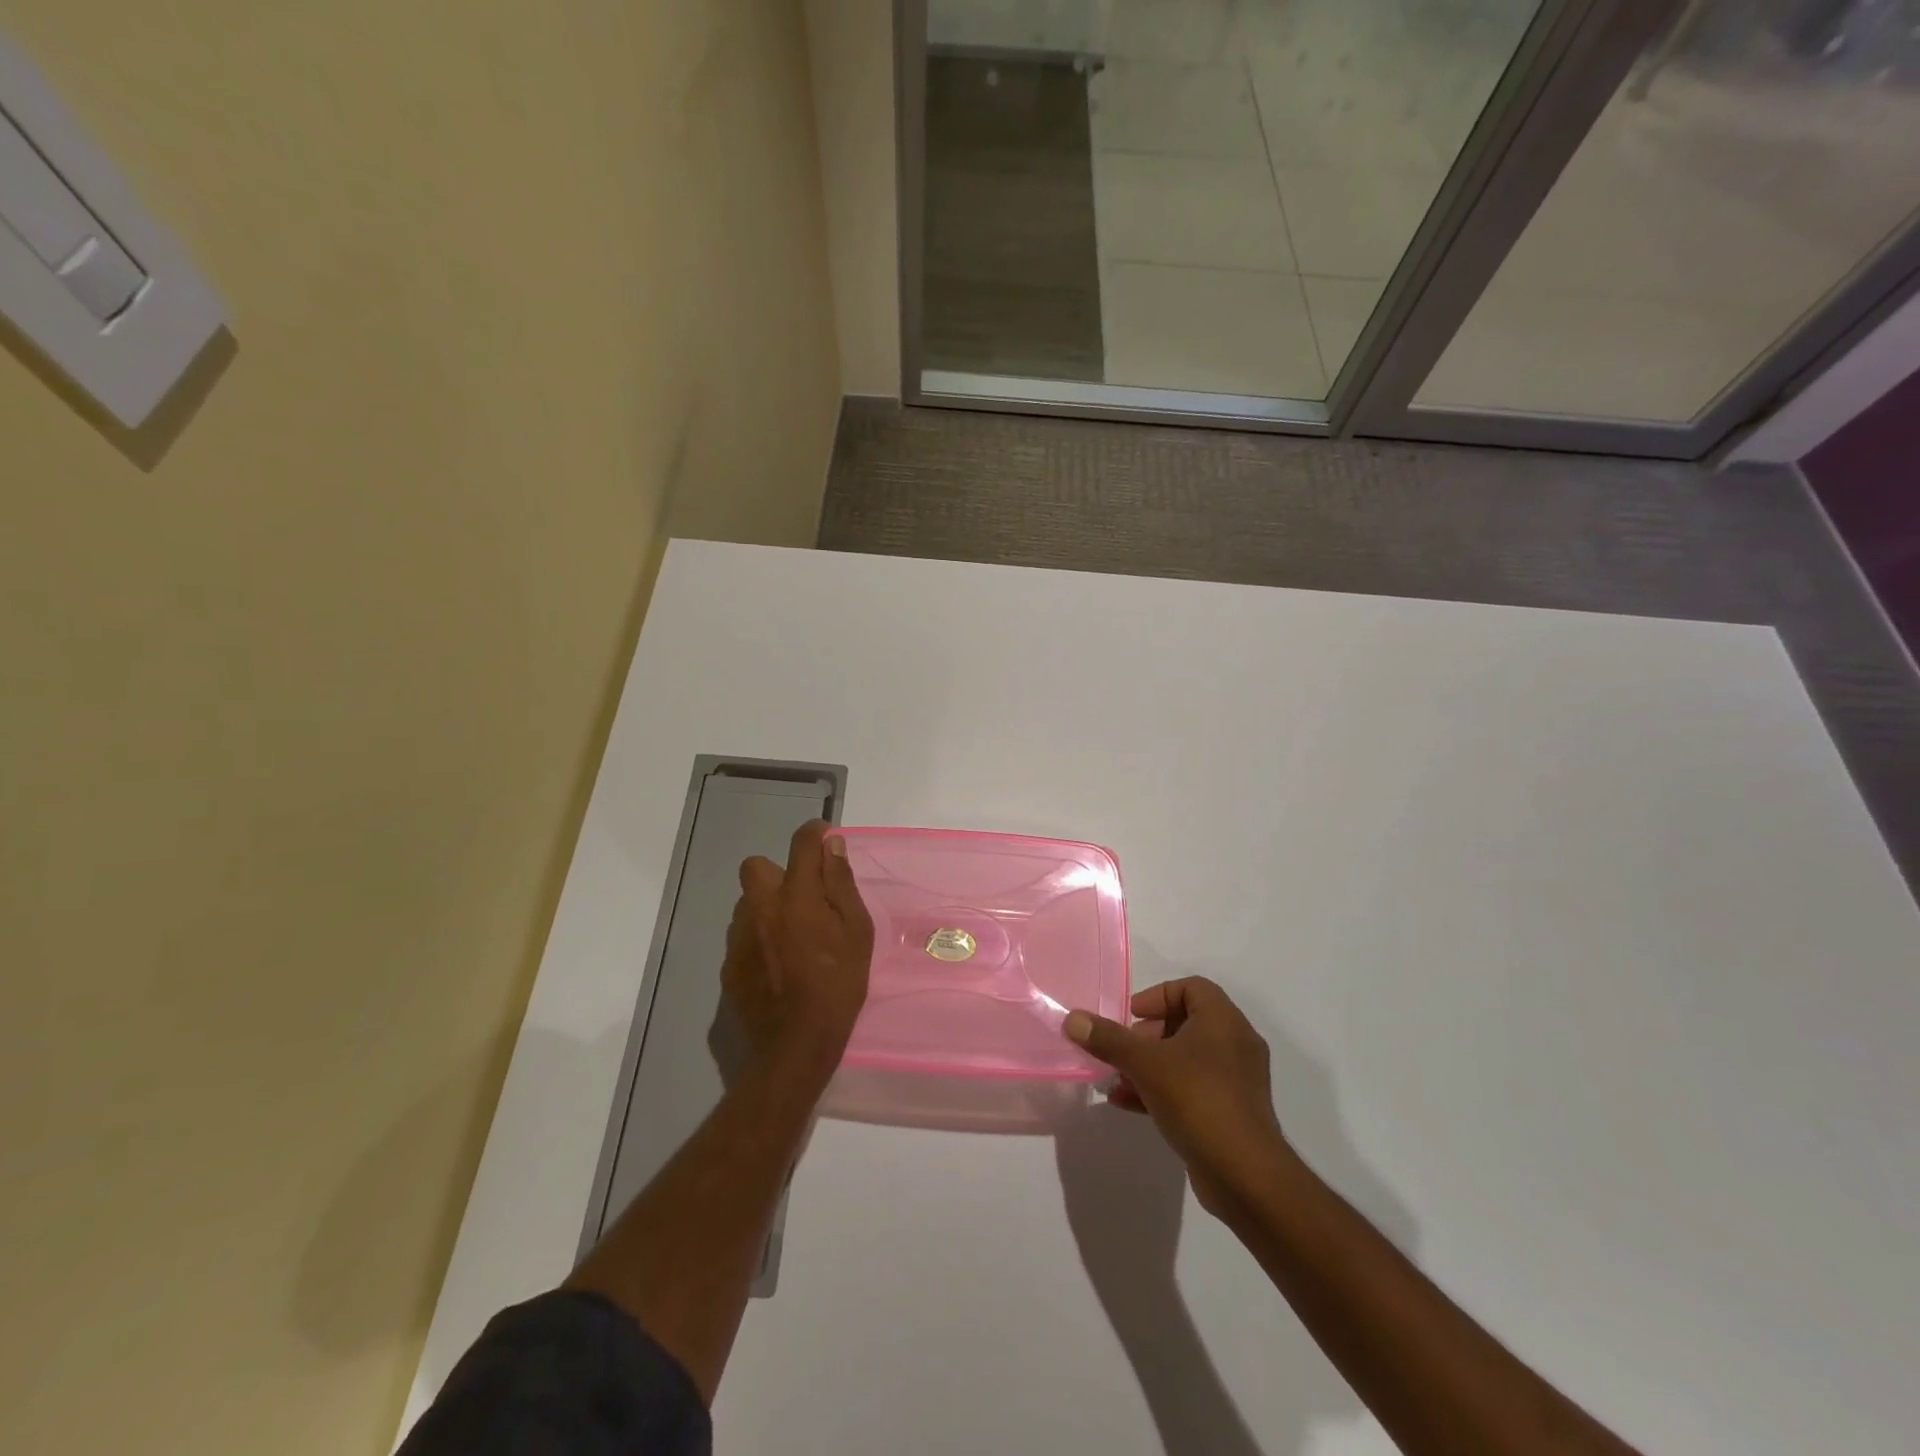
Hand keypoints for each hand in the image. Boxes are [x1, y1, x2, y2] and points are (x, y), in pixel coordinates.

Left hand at [723, 820, 874, 1086]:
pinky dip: (759, 937)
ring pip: (749, 902)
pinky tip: (777, 963)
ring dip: (768, 906)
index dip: (815, 834)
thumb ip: (841, 883)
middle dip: (780, 873)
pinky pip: (743, 934)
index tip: (826, 840)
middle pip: (758, 866)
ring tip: (793, 935)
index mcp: (796, 894)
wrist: (796, 1044)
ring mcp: (739, 935)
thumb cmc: (838, 984)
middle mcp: (761, 906)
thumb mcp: (856, 931)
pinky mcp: (729, 963)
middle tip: (805, 899)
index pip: (801, 843)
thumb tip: (832, 845)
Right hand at [1063, 978, 1289, 1217]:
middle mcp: (1235, 1044)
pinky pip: (1191, 1089)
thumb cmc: (1198, 1100)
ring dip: (1148, 1065)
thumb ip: (1108, 1039)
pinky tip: (1127, 1104)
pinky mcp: (1230, 1113)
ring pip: (1185, 1059)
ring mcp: (1235, 1081)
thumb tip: (1072, 1018)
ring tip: (1116, 1080)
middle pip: (1185, 1023)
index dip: (1157, 996)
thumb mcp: (1145, 1064)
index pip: (1191, 987)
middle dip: (1146, 1035)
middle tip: (1121, 1051)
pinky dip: (1161, 1090)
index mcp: (1223, 1021)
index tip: (1131, 1016)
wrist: (1246, 1176)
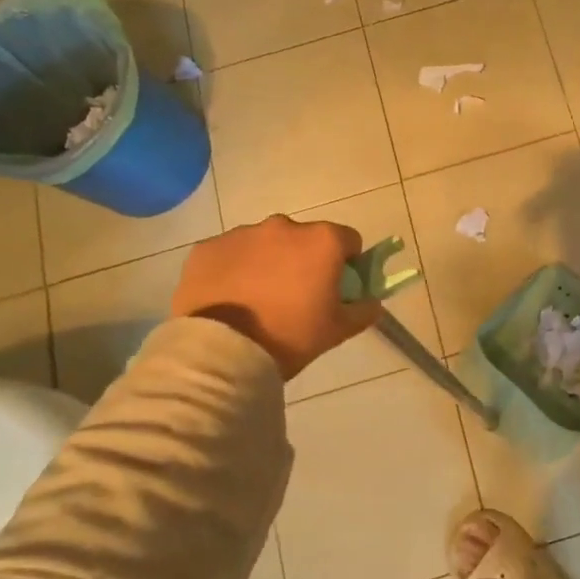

_Task to complete_
Give the lines from the one containing "middle pip: (1185, 1023)" through the last line of the material again, exactly and with no pictures, both ends included.

_Exercise response_
middle pip: (1185, 1023)
index dip: (1157, 996)
thumb mcp: (1145, 1064)
index pip: (1191, 987)
middle dip: (1146, 1035)
middle tip: (1121, 1051)
pinky dip: (1161, 1090)
index mcp: (1223, 1021)
index tip: (1131, 1016)
wrist: (1246, 1176)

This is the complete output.